┌──
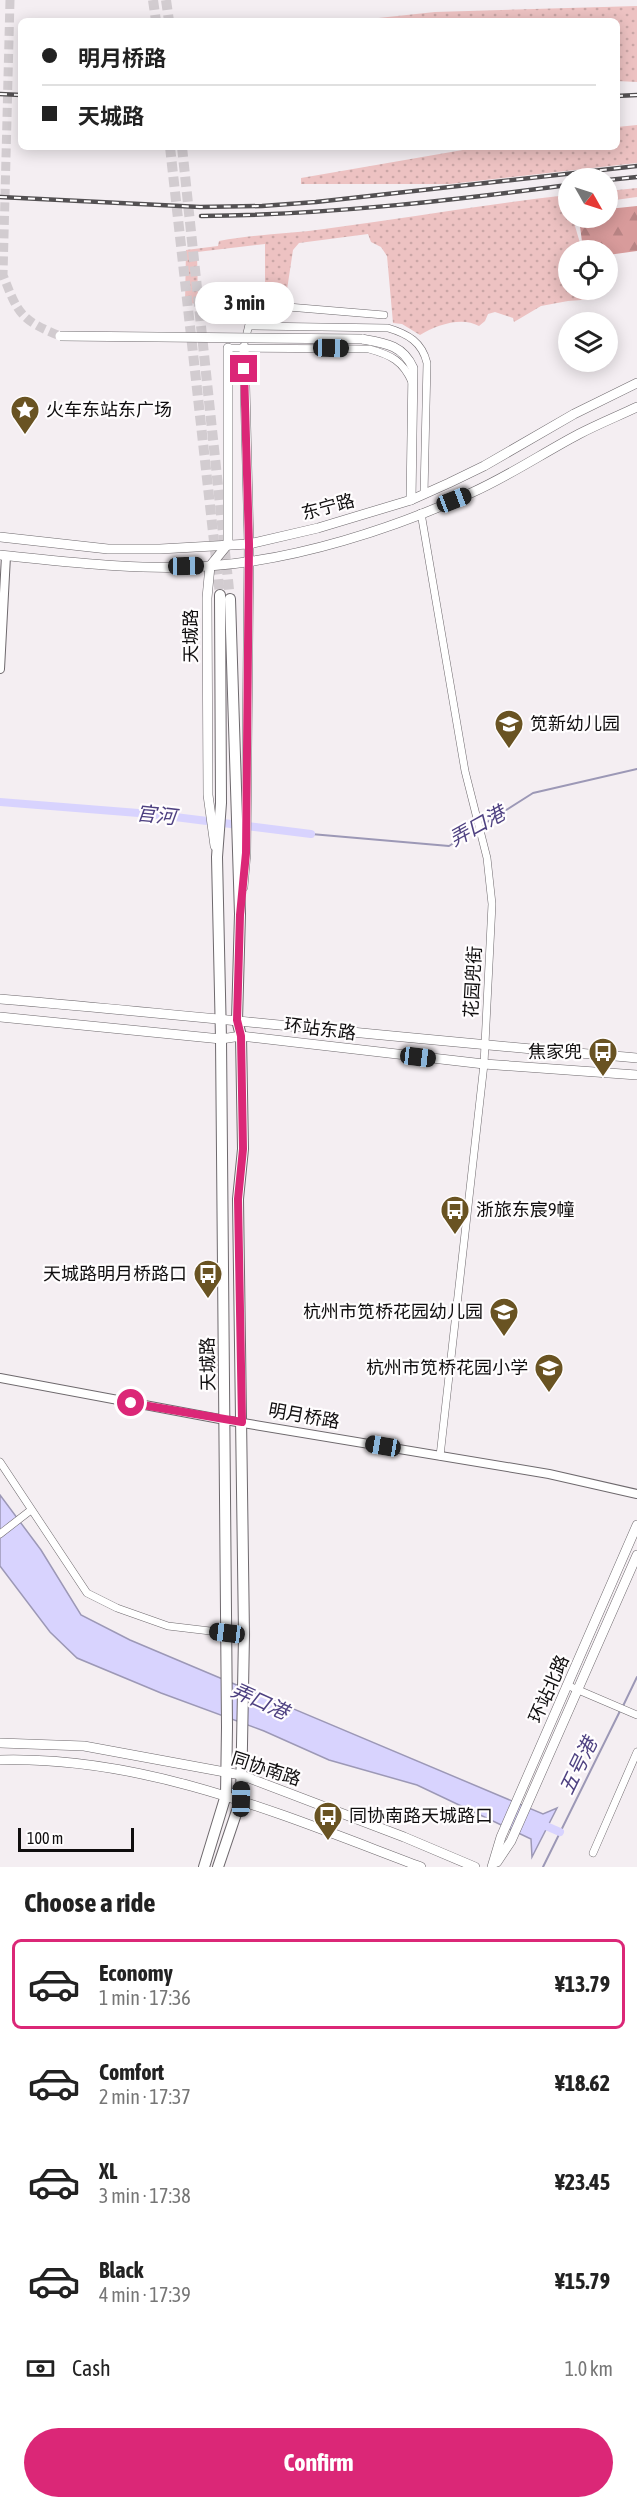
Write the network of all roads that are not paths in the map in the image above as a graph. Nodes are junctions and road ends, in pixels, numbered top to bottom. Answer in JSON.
{"nodes":[{"id":1,"x":384,"y":315,"type":"dead end"},
{"id":2,"x":249,"y":326,"type":"junction"},
{"id":3,"x":60,"y":336,"type":"tunnel mouth"},
{"id":4,"x":244,"y":347,"type":"junction"},
{"id":5,"x":228,"y":348,"type":"joint"},
{"id":6,"x":637,"y":383,"type":"edge"},
{"id":7,"x":414,"y":386,"type":"junction"},
{"id":8,"x":637,"y":407,"type":"edge"},
{"id":9,"x":423,"y":494,"type":"junction"},
{"id":10,"x":411,"y":500,"type":"junction"},
{"id":11,"x":421,"y":513,"type":"junction"},
{"id":12,"x":0,"y":537,"type":"edge"},
{"id":13,"x":228,"y":544,"type":"junction"},
{"id":14,"x":249,"y":544,"type":"junction"},
{"id":15,"x":3,"y":555,"type":"edge"},
{"id":16,"x":249,"y":560,"type":"junction"},
{"id":17,"x":210,"y":566,"type":"junction"},
{"id":18,"x":0,"y":669,"type":"edge"},
{"id":19,"x":242,"y":808,"type":"junction"},
{"id":20,"x":218,"y":857,"type":"junction"},
{"id":21,"x":0,"y":999,"type":"edge"},
{"id":22,"x":0,"y":1017,"type":"edge"},
{"id":23,"x":219,"y":1018,"type":"junction"},
{"id":24,"x":237,"y":1020,"type":"junction"},
{"id":25,"x":241,"y":1036,"type":"junction"},
{"id":26,"x":221,"y":1039,"type":"junction"},
{"id":27,"x":484,"y":1046,"type":"junction"},
{"id":28,"x":637,"y":1058,"type":"edge"},
{"id":29,"x":484,"y":1064,"type":"junction"},
{"id":30,"x":637,"y":1075,"type":"edge"},
{"id":31,"x":0,"y":1378,"type":"edge"},
{"id":32,"x":225,"y":1420,"type":"junction"},
{"id":33,"x":242,"y":1422,"type":"junction"},
{"id":34,"x":440,"y":1456,"type":"junction"},
{"id":35,"x":0,"y":1462,"type":"edge"},
{"id":36,"x":637,"y":1494,"type":"edge"},
{"id":37,"x":31,"y":1510,"type":"junction"},
{"id":38,"x":637,"y":1525,"type":"edge"},
{"id":39,"x":0,"y":1534,"type":"edge"},
{"id":40,"x":637,"y":1555,"type":"edge"},
{"id":41,"x":227,"y":1633,"type":"junction"},
{"id":42,"x":578,"y":1689,"type":"junction"},
{"id":43,"x":637,"y":1715,"type":"edge"},
{"id":44,"x":0,"y":1743,"type":"edge"},
{"id":45,"x":637,"y":1752,"type":"edge"},
{"id":46,"x":0,"y":1760,"type":"edge"},
{"id":47,"x":226,"y":1771,"type":"junction"},
{"id":48,"x":241,"y":1775,"type":"junction"},
{"id":49,"x":526,"y":1794,"type":"junction"},
{"id":50,"x":226,"y":1796,"type":"junction"},
{"id":51,"x":241,"y":1799,"type":"junction"},
{"id":52,"x":593,"y":1853,"type":"dead end"},
{"id":53,"x":204,"y":1867,"type":"edge"},
{"id":54,"x":218,"y":1867,"type":"edge"},
{"id":55,"x":421,"y":1867,"type":"edge"},
{"id":56,"x":475,"y":1867,"type":"edge"},
{"id":57,"x":493,"y":1867,"type":"edge"}],
"edges":[{"from":1,"to":2,"type":"street"},
{"from":2,"to":4,"type":"street"},
{"from":2,"to":9,"type":"street"},
{"from":3,"to":7,"type":"main road","bridge":true},
{"from":4,"to":5,"type":"street"},
{"from":4,"to":7,"type":"street"},
{"from":4,"to":14,"type":"main road","name":"天城路"},
{"from":5,"to":13,"type":"main road"},
{"from":6,"to":9,"type":"main road","name":"东宁路"},
{"from":7,"to":10,"type":"main road"},
{"from":8,"to":11,"type":"main road","name":"东宁路"},
{"from":9,"to":10,"type":"main road","name":"东宁路"},
{"from":10,"to":14,"type":"main road","name":"东宁路"},
{"from":11,"to":16,"type":"main road","name":"东宁路"},
{"from":11,"to":27,"type":"street","name":"花园兜街"},
{"from":12,"to":13,"type":"main road","name":"东宁路"},
{"from":13,"to":14,"type":"main road","name":"东宁路"},
{"from":13,"to":17,"type":"main road"},
{"from":14,"to":16,"type":"main road","name":"天城路"},
{"from":15,"to":17,"type":"main road","name":"东宁路"},
{"from":15,"to":18,"type":"street"},
{"from":16,"to":17,"type":"main road","name":"东宁路"},
{"from":16,"to":19,"type":"main road","name":"天城路"},
{"from":17,"to":20,"type":"main road","name":"天城路"},
{"from":19,"to":20,"type":"main road","name":"天城路"},
{"from":19,"to":24,"type":"main road","name":"天城路"},
{"from":20,"to":23,"type":"main road","name":"天城路"},
{"from":21,"to":23,"type":"main road","name":"环站东路"},
{"from":22,"to":26,"type":"main road","name":"环站东路"},
{"from":23,"to":24,"type":"main road","name":"环站东路"},
{"from":23,"to":26,"type":"main road","name":"天城路"},
{"from":24,"to":25,"type":"main road","name":"天城路"},
{"from":24,"to":27,"type":"main road","name":"环站东路"},
{"from":25,"to":26,"type":"main road","name":"环站东路"},
{"from":25,"to":29,"type":"main road","name":"环站东路"},
{"from":25,"to":33,"type":"main road","name":"天城路"},
{"from":26,"to":32,"type":"main road","name":"天城路"},
{"from":27,"to":28,"type":"main road","name":"环站东路"},
{"from":27,"to":29,"type":"street","name":"花园兜街"},
{"from":29,"to":30,"type":"main road","name":"环站东路"},
{"from":29,"to":34,"type":"street","name":"花园兜街"},
{"from":31,"to":32,"type":"street","name":"明月桥路"},
{"from":32,"to":33,"type":"street","name":"明月桥路"},
{"from":32,"to":41,"type":"main road","name":"天城路"},
{"from":33,"to":34,"type":"street","name":"明月桥路"},
{"from":33,"to":48,"type":"main road","name":"天城路"},
{"from":34,"to":36,"type":"street","name":"明月桥路"},
{"from":35,"to":37,"type":"street"},
{"from":37,"to":39,"type":"street"},
{"from":37,"to":41,"type":"street"},
{"from":38,"to":42,"type":"main road","name":"环站北路"},
{"from":40,"to":42,"type":"main road","name":"环站北路"},
{"from":41,"to":47,"type":"main road","name":"天城路"},
{"from":42,"to":43,"type":"street"},
{"from":42,"to":49,"type":"main road","name":"环站北路"},
{"from":44,"to":47,"type":"main road","name":"同协南路"},
{"from":45,"to":52,"type":"street"},
{"from":46,"to":50,"type":"main road","name":"同协南路"},
{"from":47,"to":48,"type":"main road","name":"同协南路"},
{"from":47,"to":50,"type":"main road","name":"天城路"},
{"from":48,"to":51,"type":"main road","name":"天城路"},
{"from":48,"to":56,"type":"main road","name":"同协南路"},
{"from":49,"to":57,"type":"main road","name":"环站北路"},
{"from":49,"to":57,"type":"main road","name":"环站北路"},
{"from":50,"to":51,"type":"main road","name":"同协南路"},
{"from":50,"to":53,"type":"main road","name":"天城路"},
{"from":51,"to":54,"type":"main road","name":"天城路"},
{"from":51,"to":55,"type":"main road","name":"同协南路"}]}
└──
▶ _Task prompt_: Please work out how many lines in the data include "明月桥路"; write that number only.

▶ _Written answer_: 4